At one time or another, and in a variety of settings. businesses enter letters of intent. Some come about after lengthy discussions, some come about after a few conversations. Few letters of intent contain all of the deal details and many lack pertinent, important details. If the letter of intent is a result of a few conversations, the parties may not have thought about the legal enforceability of the letter of intent. Conscious thought must be given to that consideration because letters of intent run the gamut from totally non-binding to fully binding, with many falling somewhere in between. The failure to consider enforceability, and the failure to properly document it, can lead to future disappointments and unpleasant surprises
Although case law is beginning to change, generally absent an express provision to the contrary letters of intent are not legally binding.
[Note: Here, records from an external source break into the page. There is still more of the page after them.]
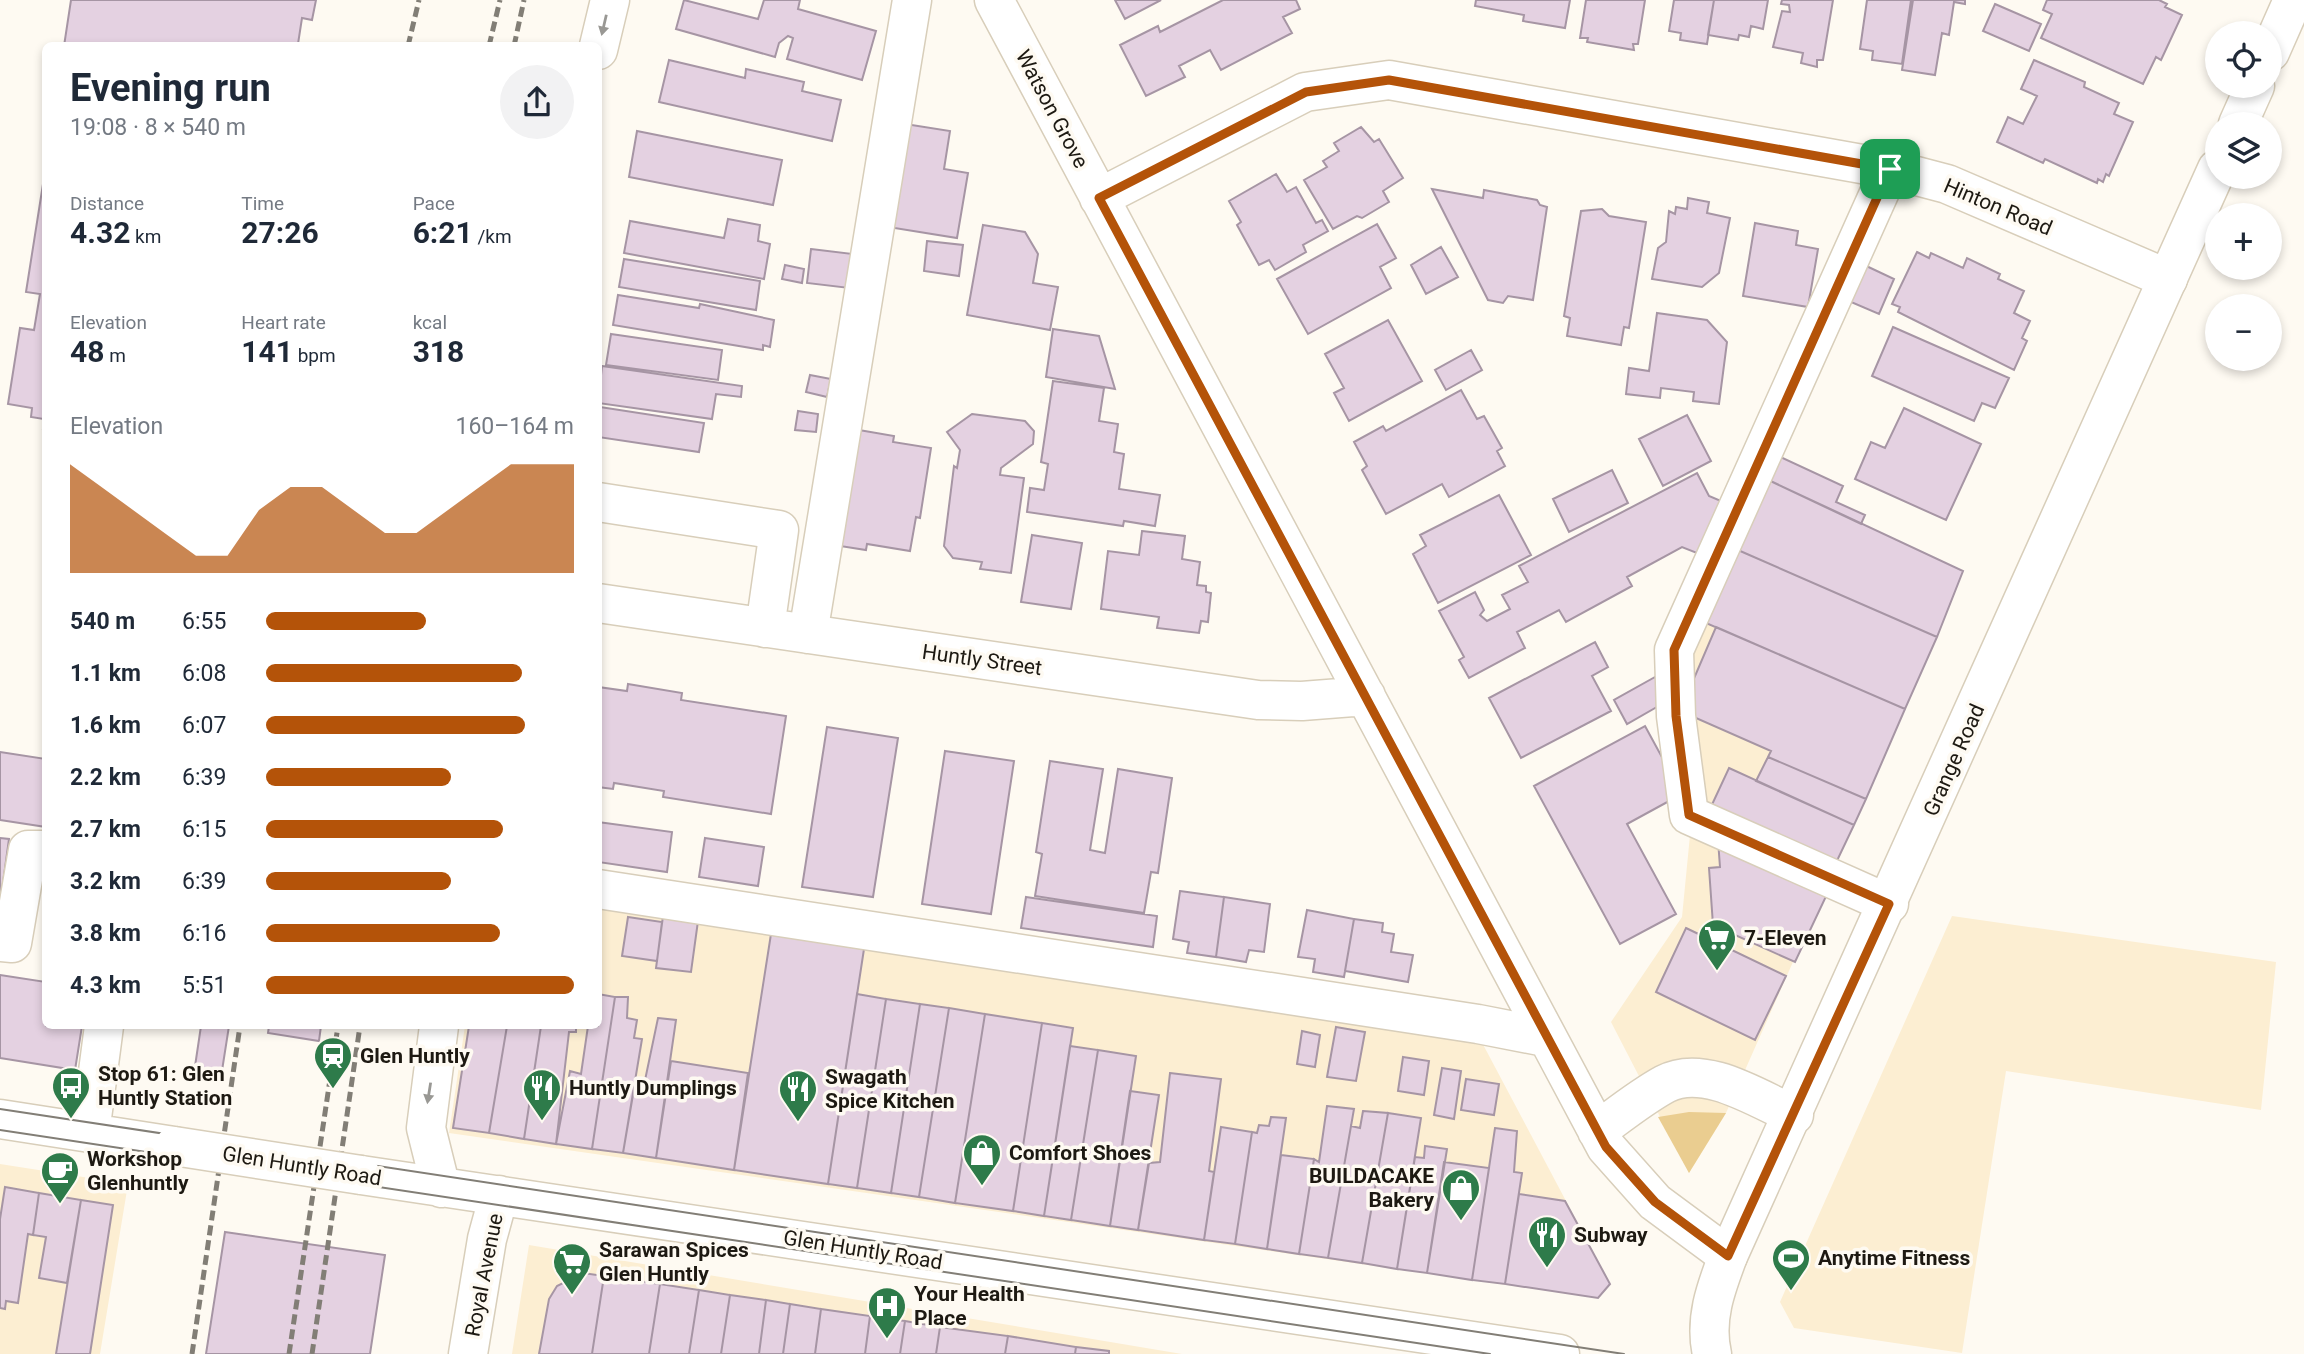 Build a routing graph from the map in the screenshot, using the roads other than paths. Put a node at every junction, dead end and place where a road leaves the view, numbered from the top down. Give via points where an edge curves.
1 (610, 0) edge
2 (912, 0) edge
3 (994, 0) edge
4 (2293, 0) edge
5 (2282, 25) edge
6 (600, 42) edge
7 (1890, 169) junction
8 (2208, 189) edge
9 (1099, 198) junction
10 (2168, 278) junction
11 (602, 503) edge
12 (602, 604) edge
13 (765, 628) junction
14 (808, 634) junction
15 (1366, 695) junction
16 (42, 850) edge
17 (602, 890) edge
18 (1889, 904) junction
19 (0, 942) edge
20 (104, 1029) edge
21 (439, 1029) edge
22 (1545, 1037) junction
23 (1794, 1115) junction
24 (0, 1119) edge
25 (1597, 1130) junction
26 (90, 1133) junction
27 (441, 1188) junction
28 (499, 1195) junction
29 (1728, 1256) junction
30 (468, 1354) edge
31 (1560, 1354) edge
32 (1712, 1354) edge

1 -> 6 street
2 - 14 street
3 - 9 street, Watson Grove
4 - 5 street
7 - 9 street, Hinton Road via 1389,80 1306,92
7 - 10 street, Hinton Road via 1947,184
7 - 18 street via 1674,650 1676,716 1689,815
8 - 10 street, Grange Road
9 - 15 street, Watson Grove
10 - 18 street, Grange Road
11 - 13 street via 779,530
12 - 13 street, Huntly Street
13 - 14 street, Huntly Street
14 - 15 street, Huntly Street via 1258,700
15 - 22 street, Watson Grove
16 - 19 street via 28,850 12,943
17 - 22 street
18 - 23 street, Grange Road
20 - 26 street
21 -> 27 street via 426,1128
22 - 25 street, Watson Grove
23 - 25 street via 1716,1082 1685,1078 1665,1084
23 - 29 street, Grange Road
24 - 26 street, Glen Huntly Road
25 - 29 street, Watson Grove via 1626,1173 1655,1202
26 - 27 street, Glen Huntly Road, bridge
27 - 28 street, Glen Huntly Road
28 - 30 street, Royal Avenue
28 - 31 street, Glen Huntly Road
29 - 32 street, Grange Road via 1712,1308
If you are satisfied with the terms of the letter of intent, even if no further agreement defining terms is entered, expressly make the letter of intent binding. If there is some uncertainty about some of the terms, or if without further definitive agreement the deal as stated in the letter of intent is not acceptable, consider making only some of the provisions of the letter of intent binding. If the letter of intent is purely only aspirational and you need wide bargaining room going forward, make it clear that the letter of intent is not legally binding. Generally, most letters of intent will fall in the hybrid range.
Words do mean everything in this context. To avoid future disappointments and unpleasant surprises, make sure all letters of intent receive legal clearance.
The above are things for you to think about and do not constitute legal advice. Before you enter a contract, consult with a qualified attorney.